═════ Records to process

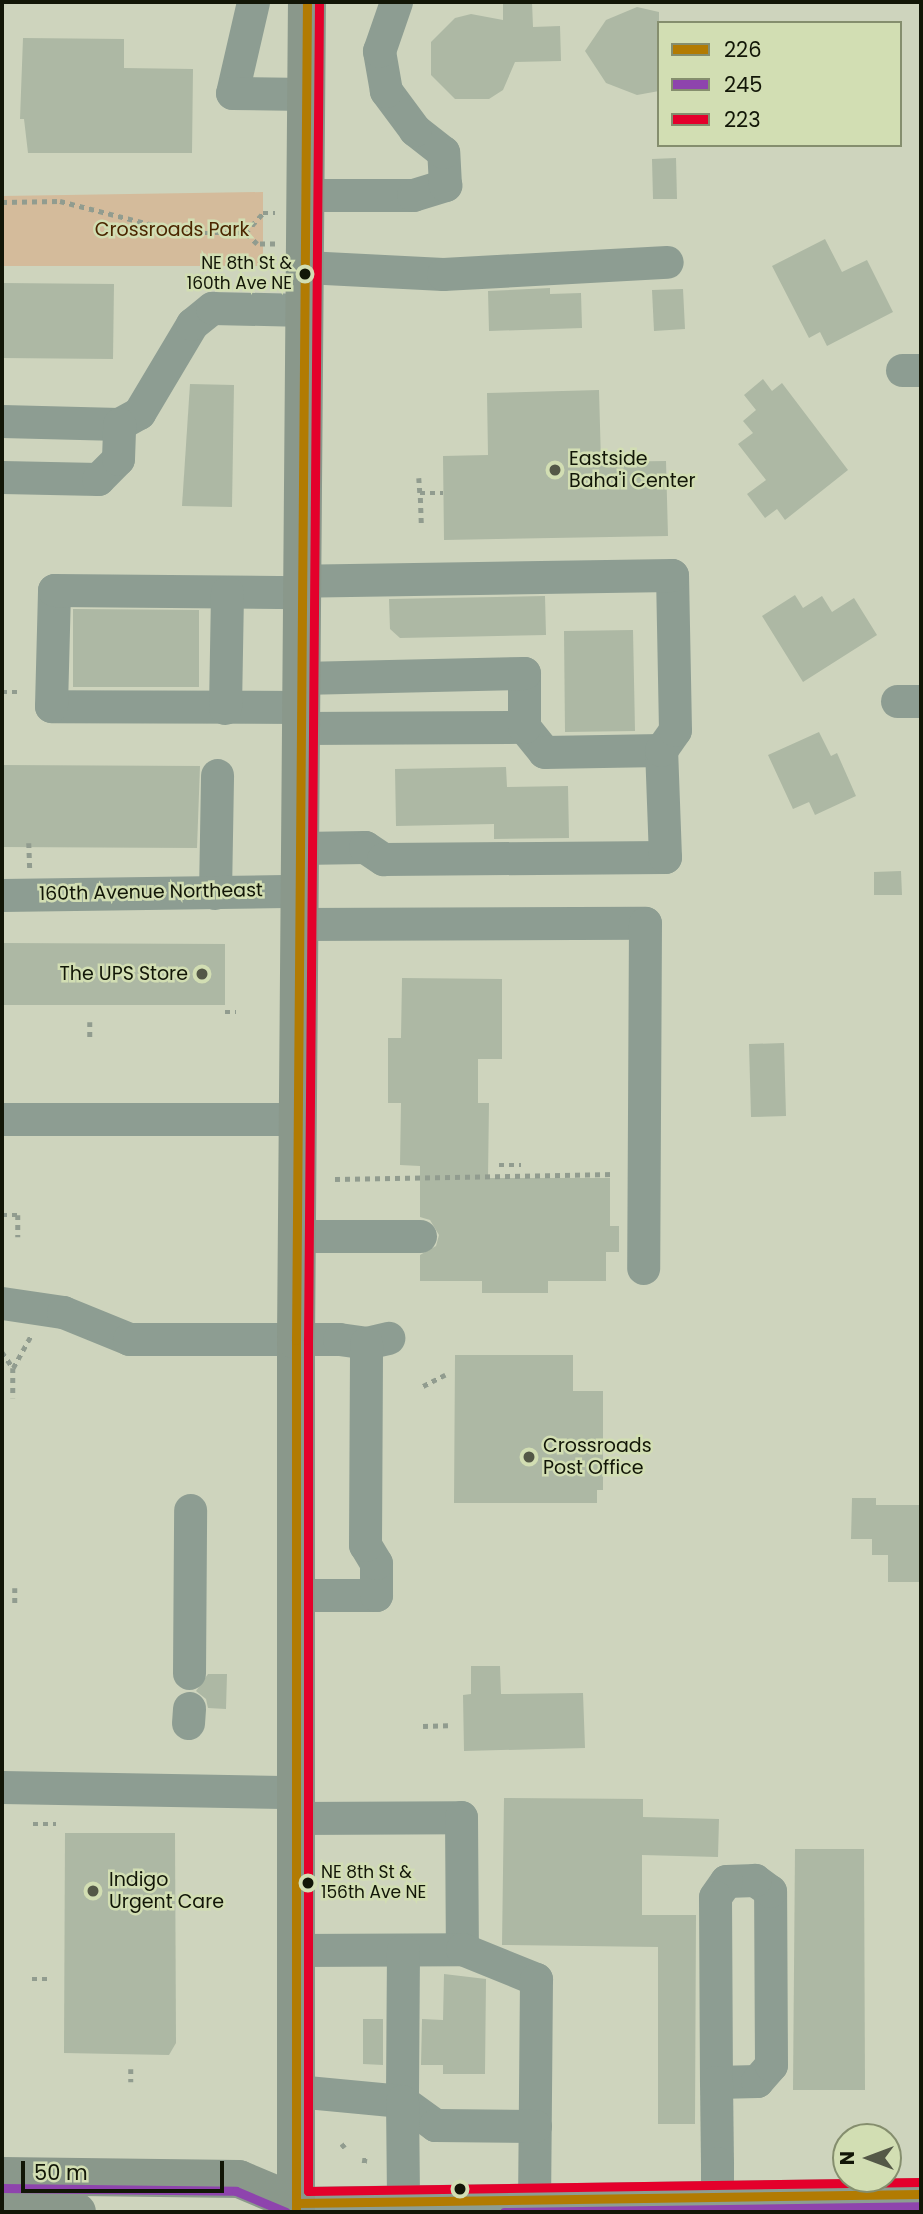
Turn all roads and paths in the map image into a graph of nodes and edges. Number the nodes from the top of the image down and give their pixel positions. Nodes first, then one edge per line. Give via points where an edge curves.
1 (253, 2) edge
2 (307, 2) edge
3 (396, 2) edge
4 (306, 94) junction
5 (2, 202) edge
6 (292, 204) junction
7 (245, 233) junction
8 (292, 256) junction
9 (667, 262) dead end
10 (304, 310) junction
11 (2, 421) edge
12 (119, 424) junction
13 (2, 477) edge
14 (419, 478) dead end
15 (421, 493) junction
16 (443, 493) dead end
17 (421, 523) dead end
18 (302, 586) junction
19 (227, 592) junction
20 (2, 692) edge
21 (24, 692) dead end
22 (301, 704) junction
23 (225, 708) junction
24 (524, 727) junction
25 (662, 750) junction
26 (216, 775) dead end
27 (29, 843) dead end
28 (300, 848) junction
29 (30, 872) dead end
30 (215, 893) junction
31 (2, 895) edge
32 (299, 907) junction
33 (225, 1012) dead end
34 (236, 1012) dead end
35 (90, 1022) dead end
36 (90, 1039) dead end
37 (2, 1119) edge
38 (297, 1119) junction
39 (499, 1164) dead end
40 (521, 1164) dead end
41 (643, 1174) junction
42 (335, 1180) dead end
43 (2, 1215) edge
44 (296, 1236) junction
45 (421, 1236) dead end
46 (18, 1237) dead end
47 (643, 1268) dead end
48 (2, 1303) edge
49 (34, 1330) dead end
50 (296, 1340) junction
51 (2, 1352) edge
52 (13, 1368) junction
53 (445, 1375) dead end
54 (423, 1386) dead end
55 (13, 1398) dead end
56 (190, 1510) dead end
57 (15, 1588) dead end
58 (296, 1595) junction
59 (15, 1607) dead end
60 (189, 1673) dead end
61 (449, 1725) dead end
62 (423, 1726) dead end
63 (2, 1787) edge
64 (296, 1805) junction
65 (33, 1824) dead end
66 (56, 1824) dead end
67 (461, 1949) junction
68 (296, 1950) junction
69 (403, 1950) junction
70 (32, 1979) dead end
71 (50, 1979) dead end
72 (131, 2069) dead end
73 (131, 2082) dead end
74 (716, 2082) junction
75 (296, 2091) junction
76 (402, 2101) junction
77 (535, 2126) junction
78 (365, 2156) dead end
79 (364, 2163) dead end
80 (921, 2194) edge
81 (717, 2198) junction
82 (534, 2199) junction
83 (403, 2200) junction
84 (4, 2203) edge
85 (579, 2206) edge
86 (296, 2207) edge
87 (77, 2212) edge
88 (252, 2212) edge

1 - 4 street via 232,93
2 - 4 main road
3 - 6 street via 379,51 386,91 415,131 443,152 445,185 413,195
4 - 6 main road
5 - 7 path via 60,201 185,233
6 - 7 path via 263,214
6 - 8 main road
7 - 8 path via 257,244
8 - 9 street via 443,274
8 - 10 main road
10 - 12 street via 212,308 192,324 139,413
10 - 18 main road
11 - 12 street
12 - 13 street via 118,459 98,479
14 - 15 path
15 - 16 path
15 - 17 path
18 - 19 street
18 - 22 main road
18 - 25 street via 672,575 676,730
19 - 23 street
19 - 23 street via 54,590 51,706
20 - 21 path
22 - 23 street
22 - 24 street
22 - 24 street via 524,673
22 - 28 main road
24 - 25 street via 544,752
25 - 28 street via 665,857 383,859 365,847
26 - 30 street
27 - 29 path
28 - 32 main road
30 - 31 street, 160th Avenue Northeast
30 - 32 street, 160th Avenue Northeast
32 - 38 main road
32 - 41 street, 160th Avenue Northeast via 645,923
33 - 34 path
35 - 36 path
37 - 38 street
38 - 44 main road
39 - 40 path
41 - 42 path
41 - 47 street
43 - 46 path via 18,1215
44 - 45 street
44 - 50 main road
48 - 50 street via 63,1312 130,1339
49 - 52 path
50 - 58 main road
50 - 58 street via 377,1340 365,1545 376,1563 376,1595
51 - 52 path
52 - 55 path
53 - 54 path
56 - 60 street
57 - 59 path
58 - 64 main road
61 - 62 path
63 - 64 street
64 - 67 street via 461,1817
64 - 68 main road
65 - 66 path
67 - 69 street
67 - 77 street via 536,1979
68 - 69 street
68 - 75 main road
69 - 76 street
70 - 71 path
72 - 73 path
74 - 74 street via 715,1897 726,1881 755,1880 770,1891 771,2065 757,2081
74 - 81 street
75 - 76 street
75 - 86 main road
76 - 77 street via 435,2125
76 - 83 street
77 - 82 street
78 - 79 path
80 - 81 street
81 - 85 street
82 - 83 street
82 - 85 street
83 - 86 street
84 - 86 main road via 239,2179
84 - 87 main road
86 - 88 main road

══════════
═════ Records to process

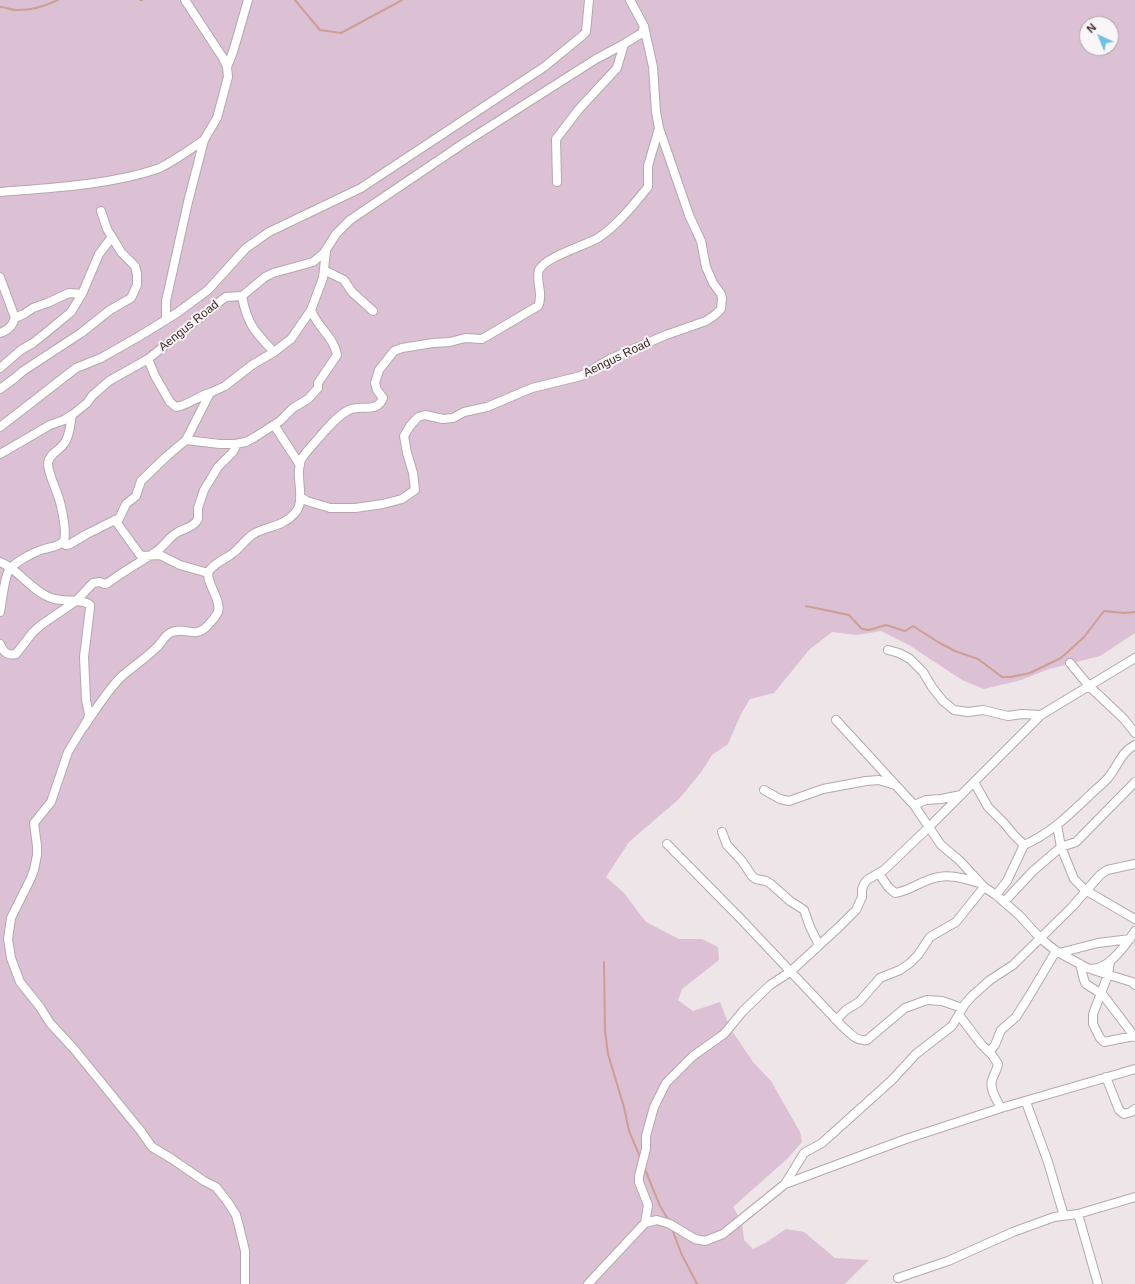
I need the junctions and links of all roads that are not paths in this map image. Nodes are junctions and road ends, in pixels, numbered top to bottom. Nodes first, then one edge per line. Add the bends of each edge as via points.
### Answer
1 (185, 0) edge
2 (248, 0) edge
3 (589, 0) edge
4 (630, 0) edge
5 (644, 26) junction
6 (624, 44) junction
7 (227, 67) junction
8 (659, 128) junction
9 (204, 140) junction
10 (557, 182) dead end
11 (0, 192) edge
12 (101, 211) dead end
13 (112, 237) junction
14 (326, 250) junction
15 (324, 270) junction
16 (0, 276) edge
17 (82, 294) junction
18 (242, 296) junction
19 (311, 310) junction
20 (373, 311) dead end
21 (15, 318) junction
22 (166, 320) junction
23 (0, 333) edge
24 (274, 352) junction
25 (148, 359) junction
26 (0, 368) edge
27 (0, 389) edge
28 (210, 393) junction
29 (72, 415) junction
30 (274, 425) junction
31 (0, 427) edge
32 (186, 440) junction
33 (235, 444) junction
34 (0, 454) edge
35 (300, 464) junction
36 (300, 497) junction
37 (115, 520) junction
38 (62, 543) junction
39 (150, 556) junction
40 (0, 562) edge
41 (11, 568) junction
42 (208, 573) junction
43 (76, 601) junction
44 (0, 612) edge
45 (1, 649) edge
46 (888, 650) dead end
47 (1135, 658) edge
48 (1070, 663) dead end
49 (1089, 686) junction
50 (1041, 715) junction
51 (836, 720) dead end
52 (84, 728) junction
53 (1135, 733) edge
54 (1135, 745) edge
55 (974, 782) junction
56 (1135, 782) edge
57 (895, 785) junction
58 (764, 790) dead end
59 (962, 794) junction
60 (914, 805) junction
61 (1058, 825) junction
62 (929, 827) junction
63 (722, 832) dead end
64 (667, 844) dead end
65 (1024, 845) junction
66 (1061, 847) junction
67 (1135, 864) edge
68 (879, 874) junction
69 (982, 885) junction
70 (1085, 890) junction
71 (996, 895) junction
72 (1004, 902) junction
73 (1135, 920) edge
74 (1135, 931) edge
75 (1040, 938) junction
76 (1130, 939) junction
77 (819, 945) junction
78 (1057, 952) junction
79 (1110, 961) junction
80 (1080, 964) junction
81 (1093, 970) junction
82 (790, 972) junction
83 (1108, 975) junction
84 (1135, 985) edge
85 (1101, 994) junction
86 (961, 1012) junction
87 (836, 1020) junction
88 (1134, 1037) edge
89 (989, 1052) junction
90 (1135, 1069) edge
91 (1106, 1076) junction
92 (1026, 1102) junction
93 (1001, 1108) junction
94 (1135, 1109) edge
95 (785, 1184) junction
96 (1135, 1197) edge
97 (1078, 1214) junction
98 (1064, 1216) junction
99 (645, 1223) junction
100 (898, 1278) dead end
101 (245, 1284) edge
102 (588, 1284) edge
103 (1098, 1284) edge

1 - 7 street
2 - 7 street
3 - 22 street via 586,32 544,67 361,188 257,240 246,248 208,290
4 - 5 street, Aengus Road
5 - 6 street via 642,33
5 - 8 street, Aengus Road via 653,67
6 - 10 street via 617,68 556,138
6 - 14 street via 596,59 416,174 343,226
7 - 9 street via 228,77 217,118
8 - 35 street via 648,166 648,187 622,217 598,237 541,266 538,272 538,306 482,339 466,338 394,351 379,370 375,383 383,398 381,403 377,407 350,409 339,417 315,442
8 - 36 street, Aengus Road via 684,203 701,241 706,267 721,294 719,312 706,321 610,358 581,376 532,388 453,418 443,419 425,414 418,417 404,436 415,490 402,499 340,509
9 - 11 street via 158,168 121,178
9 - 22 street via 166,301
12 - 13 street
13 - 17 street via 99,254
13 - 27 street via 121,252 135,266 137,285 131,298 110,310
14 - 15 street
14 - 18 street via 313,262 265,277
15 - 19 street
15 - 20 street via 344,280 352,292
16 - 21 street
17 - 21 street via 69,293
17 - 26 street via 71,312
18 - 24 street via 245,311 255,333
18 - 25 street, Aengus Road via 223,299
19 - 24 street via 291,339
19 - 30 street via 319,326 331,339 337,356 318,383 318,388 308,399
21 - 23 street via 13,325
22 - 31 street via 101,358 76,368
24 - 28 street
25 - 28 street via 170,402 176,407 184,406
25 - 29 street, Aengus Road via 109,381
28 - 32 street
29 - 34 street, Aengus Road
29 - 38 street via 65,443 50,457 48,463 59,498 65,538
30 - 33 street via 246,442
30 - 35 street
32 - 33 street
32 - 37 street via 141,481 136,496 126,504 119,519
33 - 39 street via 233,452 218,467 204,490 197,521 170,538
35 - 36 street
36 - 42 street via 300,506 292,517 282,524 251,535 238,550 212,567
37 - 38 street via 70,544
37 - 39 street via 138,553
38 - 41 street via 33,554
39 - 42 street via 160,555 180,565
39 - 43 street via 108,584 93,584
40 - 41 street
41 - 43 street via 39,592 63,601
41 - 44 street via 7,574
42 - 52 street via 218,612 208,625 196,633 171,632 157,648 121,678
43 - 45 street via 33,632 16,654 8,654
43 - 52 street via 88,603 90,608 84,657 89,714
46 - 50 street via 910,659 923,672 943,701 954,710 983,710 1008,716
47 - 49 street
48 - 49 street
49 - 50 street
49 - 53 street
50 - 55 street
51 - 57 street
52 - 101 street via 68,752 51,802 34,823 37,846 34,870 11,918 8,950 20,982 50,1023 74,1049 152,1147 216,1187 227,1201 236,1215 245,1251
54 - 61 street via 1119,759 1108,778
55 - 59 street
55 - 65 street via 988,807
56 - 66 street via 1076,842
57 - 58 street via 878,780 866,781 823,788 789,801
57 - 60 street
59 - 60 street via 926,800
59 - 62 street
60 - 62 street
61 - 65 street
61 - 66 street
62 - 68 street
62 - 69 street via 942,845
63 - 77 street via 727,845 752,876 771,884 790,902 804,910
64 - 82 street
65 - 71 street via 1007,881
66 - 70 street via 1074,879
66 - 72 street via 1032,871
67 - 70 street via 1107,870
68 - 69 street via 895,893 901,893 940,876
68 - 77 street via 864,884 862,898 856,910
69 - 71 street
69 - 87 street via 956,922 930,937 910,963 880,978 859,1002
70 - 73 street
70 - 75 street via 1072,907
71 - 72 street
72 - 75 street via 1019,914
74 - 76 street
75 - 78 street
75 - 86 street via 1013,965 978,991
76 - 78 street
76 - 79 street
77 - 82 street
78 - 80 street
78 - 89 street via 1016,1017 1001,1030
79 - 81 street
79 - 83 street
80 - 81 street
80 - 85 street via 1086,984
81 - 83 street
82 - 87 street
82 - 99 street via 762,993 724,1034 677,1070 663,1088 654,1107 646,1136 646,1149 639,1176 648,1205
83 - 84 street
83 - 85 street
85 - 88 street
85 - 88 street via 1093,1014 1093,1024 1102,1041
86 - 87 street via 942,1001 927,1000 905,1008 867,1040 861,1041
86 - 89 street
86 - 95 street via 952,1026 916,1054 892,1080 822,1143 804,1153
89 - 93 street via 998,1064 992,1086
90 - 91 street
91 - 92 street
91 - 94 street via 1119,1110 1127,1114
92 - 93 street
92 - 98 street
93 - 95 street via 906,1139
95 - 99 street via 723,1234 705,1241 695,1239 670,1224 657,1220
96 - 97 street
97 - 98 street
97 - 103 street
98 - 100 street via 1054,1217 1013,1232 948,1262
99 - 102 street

══════════

- **What to produce**: Count of lines holding the string "Northeast": please work it out for the entries above and give the number alone.

- **Output for this exercise**: 3